Material provided:
•••

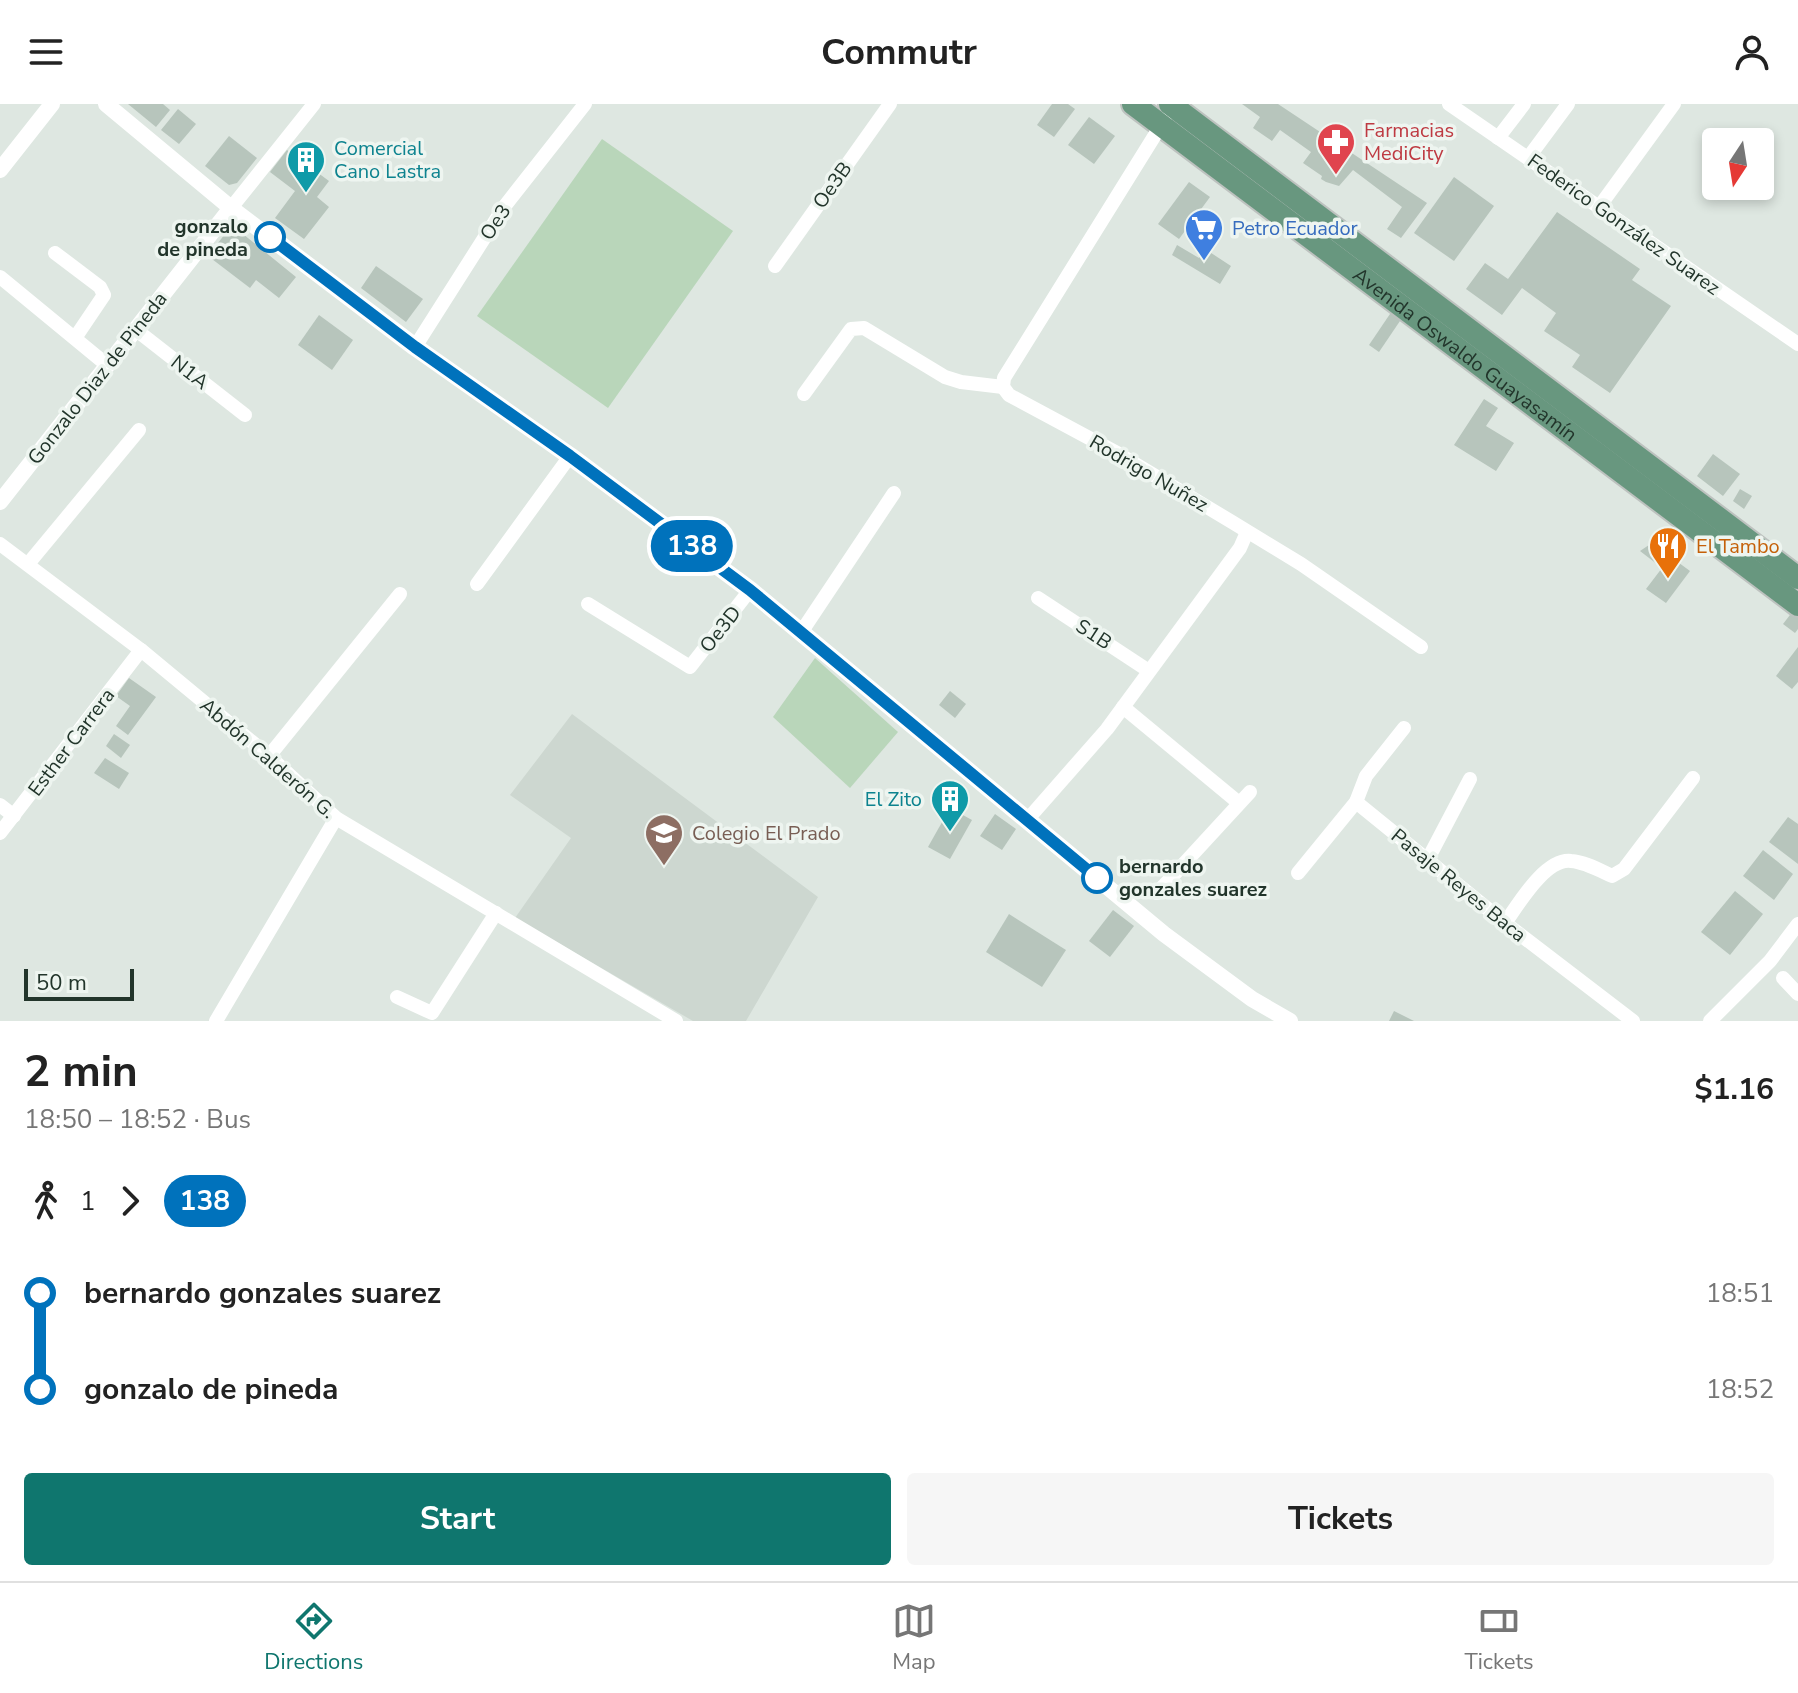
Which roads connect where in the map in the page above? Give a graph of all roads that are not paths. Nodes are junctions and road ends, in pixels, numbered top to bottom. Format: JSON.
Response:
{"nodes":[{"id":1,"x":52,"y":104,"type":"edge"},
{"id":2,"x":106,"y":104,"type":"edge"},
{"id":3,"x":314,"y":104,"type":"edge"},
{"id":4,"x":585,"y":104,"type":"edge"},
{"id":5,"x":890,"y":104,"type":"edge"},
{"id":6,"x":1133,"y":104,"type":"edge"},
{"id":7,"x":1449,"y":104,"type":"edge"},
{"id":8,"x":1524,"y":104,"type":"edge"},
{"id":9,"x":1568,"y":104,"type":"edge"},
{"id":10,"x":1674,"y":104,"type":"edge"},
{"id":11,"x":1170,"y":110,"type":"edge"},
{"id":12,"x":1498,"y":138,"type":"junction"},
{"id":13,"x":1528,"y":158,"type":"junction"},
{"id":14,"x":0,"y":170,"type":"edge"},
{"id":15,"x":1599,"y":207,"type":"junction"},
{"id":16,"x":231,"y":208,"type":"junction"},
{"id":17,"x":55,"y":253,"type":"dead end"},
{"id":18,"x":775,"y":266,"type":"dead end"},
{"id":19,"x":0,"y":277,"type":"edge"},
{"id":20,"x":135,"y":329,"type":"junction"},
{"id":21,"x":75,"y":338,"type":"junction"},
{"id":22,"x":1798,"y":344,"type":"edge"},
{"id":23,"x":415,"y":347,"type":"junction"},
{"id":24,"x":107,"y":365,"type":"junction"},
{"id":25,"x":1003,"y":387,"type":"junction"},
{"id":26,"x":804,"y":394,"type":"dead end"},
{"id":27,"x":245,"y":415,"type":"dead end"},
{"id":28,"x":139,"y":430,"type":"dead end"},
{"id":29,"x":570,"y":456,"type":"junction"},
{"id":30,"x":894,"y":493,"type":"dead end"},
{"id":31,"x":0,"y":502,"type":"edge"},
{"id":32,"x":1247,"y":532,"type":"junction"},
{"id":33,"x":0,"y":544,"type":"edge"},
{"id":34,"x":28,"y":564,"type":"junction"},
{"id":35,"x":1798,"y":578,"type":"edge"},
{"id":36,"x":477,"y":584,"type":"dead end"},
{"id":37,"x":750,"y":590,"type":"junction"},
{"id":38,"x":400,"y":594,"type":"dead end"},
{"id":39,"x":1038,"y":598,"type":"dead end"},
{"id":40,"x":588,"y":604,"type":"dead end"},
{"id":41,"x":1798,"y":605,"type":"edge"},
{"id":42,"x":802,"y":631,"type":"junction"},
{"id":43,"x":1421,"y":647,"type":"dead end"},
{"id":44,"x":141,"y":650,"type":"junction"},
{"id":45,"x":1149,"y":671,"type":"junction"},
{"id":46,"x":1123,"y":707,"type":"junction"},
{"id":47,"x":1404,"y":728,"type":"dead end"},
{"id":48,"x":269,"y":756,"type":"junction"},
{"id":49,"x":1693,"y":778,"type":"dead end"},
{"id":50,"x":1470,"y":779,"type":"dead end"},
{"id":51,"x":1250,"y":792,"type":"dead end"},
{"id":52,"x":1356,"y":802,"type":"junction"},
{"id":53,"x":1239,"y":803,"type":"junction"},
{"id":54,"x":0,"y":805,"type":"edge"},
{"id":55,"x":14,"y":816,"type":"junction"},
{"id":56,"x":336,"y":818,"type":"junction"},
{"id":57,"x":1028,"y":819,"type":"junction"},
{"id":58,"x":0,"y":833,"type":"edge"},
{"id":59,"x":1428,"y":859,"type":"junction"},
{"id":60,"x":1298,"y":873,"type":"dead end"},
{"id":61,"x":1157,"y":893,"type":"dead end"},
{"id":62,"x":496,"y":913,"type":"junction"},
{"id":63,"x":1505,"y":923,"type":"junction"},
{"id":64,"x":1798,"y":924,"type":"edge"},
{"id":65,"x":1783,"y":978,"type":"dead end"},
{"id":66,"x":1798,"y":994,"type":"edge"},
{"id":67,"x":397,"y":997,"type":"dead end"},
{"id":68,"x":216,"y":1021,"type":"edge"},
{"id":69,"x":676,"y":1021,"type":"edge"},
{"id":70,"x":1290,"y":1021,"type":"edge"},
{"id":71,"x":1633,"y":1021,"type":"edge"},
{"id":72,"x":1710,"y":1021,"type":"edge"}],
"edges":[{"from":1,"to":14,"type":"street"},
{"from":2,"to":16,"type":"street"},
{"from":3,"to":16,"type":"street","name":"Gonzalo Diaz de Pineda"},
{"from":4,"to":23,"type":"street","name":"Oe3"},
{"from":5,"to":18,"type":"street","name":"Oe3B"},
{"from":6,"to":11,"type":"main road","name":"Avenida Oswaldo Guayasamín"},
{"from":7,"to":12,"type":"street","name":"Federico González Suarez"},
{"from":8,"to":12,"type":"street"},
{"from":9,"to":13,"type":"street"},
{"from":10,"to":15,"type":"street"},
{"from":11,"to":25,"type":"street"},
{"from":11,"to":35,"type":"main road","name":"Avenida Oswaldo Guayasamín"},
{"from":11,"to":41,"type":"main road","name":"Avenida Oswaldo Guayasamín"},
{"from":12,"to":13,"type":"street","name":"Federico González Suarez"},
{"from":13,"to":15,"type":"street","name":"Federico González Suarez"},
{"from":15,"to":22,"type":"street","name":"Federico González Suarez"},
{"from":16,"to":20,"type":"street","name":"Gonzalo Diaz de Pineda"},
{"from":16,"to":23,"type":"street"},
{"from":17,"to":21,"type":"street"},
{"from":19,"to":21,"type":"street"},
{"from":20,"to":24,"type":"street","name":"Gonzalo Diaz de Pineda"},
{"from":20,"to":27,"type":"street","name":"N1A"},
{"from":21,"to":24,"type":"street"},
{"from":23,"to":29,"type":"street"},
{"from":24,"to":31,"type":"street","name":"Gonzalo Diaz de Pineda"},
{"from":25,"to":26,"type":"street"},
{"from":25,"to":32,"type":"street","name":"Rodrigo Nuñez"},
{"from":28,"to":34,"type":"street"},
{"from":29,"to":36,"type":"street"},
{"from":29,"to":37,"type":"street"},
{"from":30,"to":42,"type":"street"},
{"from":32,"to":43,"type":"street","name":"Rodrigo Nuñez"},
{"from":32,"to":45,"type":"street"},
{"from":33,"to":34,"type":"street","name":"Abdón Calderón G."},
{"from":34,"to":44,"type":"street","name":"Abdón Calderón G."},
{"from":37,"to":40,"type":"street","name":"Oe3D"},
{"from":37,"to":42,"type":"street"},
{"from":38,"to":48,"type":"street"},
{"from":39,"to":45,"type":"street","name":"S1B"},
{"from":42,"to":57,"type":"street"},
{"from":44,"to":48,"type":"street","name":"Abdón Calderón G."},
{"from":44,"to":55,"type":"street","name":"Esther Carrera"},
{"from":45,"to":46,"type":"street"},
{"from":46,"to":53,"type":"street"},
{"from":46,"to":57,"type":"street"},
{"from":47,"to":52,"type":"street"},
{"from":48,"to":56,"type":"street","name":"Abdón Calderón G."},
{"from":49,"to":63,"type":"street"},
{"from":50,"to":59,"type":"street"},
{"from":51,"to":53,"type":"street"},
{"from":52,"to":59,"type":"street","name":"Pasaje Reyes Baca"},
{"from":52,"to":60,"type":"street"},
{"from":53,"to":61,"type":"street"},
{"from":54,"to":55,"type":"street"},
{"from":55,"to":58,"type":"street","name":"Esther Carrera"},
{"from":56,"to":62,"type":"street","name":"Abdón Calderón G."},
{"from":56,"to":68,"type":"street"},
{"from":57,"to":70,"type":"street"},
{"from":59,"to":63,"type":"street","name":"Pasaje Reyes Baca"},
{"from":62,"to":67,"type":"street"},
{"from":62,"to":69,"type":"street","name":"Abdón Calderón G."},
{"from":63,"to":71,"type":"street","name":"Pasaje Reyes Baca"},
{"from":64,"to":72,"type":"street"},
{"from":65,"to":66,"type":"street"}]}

•••

Assignment:
Tell me how many lines of the records include the word "Oswaldo", replying with the number alone.

Written answer:
3